This article presents an interpretation of the history surrounding the ability for X clients to interact with X servers running on other machines, recent arguments as to that ability being defunct and broken, problems with the feature itself, going into what it was and what happened along the way and where things seem to be heading.
The high level summary of the argumentation herein is that there is validity to the claims that, to this day and age, there is such a thing as network transparency in X on a higher level than streaming pixel buffers but it has a diminishing degree of practical usability and interest, and the technical underpinnings are fundamentally flawed, dated and criminally inefficient; yet similarly dated (VNC) or perversely complex (RDP) solutions are not reasonable alternatives.

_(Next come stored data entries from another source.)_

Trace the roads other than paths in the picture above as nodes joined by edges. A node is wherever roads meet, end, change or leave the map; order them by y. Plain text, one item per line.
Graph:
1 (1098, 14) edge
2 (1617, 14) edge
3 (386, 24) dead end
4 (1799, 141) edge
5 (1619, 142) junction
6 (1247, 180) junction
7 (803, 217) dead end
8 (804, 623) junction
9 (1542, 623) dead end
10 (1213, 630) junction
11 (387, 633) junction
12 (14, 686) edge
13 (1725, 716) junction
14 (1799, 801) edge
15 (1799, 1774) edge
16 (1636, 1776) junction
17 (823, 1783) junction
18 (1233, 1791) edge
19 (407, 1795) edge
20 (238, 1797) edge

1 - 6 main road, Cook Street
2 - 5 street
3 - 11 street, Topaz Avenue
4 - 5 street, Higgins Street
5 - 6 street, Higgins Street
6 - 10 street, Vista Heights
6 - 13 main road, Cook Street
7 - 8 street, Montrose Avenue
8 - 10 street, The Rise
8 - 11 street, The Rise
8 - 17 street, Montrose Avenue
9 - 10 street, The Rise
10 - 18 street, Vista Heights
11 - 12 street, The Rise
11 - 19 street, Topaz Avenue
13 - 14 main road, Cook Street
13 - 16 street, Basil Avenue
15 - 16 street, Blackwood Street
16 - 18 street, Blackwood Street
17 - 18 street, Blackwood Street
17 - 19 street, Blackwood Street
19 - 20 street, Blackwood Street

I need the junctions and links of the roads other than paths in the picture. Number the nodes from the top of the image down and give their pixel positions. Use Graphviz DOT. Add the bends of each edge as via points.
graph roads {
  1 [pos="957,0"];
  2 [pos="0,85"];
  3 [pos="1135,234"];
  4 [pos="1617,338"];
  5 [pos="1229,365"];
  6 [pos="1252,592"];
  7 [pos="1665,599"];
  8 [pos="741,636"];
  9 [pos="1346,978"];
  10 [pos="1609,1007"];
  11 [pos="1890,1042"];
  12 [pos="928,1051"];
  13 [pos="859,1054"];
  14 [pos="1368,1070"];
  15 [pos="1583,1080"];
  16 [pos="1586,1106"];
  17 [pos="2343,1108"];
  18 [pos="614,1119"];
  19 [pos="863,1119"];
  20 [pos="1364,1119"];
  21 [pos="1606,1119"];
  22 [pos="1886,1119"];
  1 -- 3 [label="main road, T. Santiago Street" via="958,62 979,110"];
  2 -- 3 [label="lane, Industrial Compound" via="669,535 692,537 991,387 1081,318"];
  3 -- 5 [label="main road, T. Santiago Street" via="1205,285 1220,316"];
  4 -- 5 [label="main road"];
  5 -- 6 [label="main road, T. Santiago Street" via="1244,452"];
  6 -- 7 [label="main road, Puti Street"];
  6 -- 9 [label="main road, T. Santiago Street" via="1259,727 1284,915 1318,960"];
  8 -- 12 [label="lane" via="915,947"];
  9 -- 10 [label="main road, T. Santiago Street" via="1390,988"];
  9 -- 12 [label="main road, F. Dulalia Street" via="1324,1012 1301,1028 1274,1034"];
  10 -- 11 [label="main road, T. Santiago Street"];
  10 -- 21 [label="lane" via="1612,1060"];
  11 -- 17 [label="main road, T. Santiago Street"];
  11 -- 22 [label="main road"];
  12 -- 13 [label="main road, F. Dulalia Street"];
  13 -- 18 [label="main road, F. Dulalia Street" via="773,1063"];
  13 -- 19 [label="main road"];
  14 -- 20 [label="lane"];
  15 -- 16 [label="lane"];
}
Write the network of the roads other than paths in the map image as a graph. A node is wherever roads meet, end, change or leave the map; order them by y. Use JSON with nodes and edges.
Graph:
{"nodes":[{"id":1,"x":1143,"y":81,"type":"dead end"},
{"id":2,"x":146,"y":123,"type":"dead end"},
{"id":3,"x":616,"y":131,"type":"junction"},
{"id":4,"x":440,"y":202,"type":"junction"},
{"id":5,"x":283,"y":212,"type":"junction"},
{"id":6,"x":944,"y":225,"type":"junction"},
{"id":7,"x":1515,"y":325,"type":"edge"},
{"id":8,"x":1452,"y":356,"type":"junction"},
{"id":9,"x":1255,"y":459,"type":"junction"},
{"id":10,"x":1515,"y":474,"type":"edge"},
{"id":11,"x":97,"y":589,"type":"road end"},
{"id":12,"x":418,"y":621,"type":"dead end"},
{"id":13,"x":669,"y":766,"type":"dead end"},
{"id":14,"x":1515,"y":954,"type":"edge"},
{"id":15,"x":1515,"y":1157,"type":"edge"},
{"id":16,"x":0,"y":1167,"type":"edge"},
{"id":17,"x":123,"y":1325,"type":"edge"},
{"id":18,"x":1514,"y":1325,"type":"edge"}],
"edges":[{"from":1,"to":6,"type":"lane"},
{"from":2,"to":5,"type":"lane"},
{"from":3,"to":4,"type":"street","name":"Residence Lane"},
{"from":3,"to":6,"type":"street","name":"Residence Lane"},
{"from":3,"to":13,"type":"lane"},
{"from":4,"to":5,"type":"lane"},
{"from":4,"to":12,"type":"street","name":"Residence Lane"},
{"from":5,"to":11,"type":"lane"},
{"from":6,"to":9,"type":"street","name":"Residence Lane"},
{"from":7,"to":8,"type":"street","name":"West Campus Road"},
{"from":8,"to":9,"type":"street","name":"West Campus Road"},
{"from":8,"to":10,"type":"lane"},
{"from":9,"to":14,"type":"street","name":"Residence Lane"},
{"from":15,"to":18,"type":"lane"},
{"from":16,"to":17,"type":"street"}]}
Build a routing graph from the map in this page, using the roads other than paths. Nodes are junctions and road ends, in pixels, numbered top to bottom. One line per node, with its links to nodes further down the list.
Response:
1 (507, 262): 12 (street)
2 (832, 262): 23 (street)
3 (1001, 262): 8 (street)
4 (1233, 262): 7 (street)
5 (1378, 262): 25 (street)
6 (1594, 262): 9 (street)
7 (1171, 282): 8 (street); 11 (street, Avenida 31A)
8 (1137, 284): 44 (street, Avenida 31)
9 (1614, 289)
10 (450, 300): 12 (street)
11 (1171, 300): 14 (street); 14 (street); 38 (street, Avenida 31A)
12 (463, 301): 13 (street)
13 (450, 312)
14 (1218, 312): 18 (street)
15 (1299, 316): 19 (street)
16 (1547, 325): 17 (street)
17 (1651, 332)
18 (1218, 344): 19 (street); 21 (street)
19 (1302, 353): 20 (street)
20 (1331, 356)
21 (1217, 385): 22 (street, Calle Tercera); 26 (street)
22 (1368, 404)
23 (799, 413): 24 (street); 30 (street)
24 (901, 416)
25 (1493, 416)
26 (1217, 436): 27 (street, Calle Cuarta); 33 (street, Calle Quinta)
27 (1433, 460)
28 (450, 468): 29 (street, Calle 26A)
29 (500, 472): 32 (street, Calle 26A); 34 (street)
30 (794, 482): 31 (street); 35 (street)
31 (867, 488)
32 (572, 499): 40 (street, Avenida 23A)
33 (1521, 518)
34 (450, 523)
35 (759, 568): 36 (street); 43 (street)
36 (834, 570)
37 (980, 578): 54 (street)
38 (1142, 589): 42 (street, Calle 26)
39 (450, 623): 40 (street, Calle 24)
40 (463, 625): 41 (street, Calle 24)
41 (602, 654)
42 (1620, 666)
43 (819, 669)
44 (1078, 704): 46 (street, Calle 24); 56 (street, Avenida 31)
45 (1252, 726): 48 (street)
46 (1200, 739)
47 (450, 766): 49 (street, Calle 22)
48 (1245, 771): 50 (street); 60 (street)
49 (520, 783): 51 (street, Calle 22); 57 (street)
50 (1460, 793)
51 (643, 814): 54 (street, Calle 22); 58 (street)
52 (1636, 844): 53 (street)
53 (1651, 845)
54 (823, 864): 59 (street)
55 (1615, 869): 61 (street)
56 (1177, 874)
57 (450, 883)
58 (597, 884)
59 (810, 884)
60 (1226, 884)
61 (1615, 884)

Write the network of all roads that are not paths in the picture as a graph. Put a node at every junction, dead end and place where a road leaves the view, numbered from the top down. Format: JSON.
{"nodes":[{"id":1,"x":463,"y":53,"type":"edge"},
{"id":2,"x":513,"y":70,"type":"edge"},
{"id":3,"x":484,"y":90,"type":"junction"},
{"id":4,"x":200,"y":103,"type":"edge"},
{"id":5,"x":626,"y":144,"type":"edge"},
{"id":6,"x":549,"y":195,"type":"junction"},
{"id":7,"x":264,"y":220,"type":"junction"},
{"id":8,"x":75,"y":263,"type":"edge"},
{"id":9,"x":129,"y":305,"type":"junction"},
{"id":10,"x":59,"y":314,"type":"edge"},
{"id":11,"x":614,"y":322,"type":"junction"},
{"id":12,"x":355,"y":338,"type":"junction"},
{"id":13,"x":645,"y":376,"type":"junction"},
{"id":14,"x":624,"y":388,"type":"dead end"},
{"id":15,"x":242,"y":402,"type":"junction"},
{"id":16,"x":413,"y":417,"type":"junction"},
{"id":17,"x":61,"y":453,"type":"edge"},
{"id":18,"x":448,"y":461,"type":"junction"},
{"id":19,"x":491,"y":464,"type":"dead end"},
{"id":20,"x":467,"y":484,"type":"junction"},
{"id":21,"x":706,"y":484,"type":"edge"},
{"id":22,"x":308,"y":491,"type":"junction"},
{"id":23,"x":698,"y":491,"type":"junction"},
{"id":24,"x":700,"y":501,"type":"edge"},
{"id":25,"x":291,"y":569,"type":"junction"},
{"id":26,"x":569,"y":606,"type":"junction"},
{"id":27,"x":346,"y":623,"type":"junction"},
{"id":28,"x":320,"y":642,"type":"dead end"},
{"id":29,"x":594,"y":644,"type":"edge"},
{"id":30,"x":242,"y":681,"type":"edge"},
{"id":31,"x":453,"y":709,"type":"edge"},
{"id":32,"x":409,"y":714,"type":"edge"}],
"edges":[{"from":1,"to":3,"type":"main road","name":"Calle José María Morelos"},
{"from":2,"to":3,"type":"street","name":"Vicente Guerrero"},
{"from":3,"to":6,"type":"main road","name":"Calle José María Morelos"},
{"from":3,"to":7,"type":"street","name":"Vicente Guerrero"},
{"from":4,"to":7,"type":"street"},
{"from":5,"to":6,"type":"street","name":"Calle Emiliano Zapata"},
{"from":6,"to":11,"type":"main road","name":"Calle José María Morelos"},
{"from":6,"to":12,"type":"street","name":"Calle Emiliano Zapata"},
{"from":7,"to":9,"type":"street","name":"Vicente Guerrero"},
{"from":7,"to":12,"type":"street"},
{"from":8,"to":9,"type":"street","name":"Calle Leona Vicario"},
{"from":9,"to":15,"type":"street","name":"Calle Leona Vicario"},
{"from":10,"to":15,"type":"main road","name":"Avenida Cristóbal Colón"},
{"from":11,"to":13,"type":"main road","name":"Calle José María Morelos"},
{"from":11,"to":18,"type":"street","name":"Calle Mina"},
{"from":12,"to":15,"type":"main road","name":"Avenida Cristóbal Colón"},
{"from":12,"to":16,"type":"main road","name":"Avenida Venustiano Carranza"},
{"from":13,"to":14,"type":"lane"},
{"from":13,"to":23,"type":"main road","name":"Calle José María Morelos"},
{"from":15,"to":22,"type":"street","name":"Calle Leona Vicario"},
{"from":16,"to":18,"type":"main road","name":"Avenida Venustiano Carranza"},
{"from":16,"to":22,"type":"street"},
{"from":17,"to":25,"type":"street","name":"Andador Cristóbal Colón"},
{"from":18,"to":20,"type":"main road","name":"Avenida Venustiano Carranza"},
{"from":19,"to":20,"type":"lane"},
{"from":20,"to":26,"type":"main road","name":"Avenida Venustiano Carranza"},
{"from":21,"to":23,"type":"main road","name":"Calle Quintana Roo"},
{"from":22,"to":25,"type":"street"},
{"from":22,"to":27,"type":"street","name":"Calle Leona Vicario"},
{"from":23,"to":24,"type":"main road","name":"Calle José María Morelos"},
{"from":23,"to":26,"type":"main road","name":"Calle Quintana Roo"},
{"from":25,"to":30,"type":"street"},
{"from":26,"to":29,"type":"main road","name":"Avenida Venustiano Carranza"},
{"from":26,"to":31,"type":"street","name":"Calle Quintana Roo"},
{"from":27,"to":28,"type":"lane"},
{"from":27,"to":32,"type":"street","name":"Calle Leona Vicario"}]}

What are the network features of X?
If you play things strict, all of it are. It should be the very point of having a client / server protocol and not an API. Communication go across hard system barriers and data packets need to consider things like endianness, loss, addressing and so on while the state machine(s) need to account for delays, latencies and buffer back-pressure. Interplay between versions and revisions matter much more in protocol design than in API design, and the effects of tradeoffs between synchronous (processing being blocked waiting for a reply) and asynchronous forms of communication becomes highly visible.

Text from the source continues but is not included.